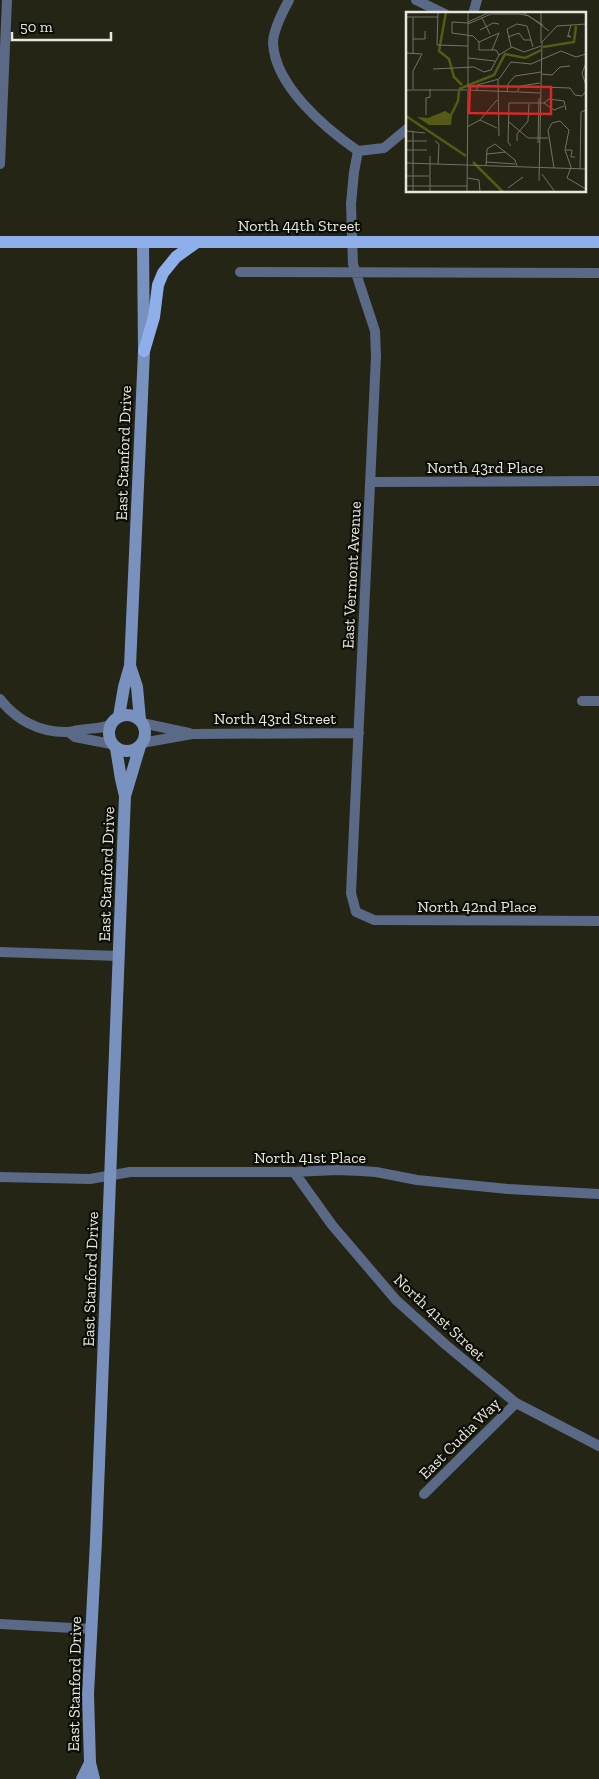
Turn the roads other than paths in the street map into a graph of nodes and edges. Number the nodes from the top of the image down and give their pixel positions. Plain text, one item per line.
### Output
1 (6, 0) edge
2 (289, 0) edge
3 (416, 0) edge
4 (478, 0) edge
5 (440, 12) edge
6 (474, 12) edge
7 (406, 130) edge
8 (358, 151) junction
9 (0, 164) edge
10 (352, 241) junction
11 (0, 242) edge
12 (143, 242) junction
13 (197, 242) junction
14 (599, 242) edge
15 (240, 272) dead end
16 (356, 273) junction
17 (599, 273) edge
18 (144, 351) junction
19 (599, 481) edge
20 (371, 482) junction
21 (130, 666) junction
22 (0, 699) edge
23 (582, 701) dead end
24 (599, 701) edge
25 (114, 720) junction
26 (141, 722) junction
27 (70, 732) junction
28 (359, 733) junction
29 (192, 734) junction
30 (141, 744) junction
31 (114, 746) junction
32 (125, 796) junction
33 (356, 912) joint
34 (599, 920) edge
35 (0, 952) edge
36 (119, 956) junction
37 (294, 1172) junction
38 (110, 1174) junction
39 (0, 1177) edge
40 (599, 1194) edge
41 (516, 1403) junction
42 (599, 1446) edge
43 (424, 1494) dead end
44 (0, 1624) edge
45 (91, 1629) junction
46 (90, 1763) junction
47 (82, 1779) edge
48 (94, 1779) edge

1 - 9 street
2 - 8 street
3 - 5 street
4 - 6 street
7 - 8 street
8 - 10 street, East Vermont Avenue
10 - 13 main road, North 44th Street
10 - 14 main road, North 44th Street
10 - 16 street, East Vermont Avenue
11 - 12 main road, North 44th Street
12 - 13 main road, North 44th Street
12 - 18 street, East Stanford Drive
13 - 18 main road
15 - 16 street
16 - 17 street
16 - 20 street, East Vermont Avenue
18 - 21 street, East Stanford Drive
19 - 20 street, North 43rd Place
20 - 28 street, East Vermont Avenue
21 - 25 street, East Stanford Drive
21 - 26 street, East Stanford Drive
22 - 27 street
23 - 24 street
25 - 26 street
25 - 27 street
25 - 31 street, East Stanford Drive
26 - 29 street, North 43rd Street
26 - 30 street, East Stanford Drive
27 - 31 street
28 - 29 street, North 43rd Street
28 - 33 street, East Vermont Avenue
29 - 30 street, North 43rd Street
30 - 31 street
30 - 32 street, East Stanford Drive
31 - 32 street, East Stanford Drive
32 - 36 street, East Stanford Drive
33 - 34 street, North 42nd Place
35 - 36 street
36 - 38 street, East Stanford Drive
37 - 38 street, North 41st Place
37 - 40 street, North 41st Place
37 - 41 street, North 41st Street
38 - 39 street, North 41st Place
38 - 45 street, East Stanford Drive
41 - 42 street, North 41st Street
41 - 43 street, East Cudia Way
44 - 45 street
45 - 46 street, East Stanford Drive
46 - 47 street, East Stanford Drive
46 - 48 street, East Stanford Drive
● ● ●
INSTRUCTIONS TO FOLLOW - In the entries above, how many lines hold the word "dead"? State the number and nothing else.

SOLVED PROBLEM - 3